[Records from a collection]

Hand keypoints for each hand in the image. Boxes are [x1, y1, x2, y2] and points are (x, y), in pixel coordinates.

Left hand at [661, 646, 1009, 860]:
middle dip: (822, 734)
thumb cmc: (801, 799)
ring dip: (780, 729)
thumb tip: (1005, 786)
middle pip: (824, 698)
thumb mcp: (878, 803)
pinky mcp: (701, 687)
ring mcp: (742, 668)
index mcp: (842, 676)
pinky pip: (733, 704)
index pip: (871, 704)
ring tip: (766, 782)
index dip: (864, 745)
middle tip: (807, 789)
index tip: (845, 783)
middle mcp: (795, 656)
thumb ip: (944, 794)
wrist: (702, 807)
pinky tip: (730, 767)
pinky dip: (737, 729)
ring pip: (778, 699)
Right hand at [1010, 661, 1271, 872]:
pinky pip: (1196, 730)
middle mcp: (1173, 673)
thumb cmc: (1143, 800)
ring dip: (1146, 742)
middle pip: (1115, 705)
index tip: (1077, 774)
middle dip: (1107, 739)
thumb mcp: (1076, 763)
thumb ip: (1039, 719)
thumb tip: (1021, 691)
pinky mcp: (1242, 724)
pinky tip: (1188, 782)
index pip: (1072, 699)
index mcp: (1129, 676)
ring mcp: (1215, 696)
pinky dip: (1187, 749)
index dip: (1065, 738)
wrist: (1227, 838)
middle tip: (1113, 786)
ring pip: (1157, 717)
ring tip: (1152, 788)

(Exercise description):
What you give back must be the stretch above, starting at the line with "wrist: (702, 807)" and ending at the line with "index pip: (1072, 699)", copied exactly.

(The answer):
wrist: (702, 807)
pinky tip: (730, 767)
pinky dip: (737, 729)
ring pip: (778, 699)
Right hand at [1010, 661, 1271, 872]:
pinky pip: (1196, 730)
middle mcp: (1173, 673)
thumb cmc: (1143, 800)
ring dip: (1146, 742)
middle pip: (1115, 705)
index tip: (1077, 774)
middle dip: (1107, 739)
thumb mcp: (1076, 763)
thumb ip: (1039, 719)
thumb tip: (1021, 691)
pinky mcp: (1242, 724)
pinky tip: (1188, 782)
index pip: (1072, 699)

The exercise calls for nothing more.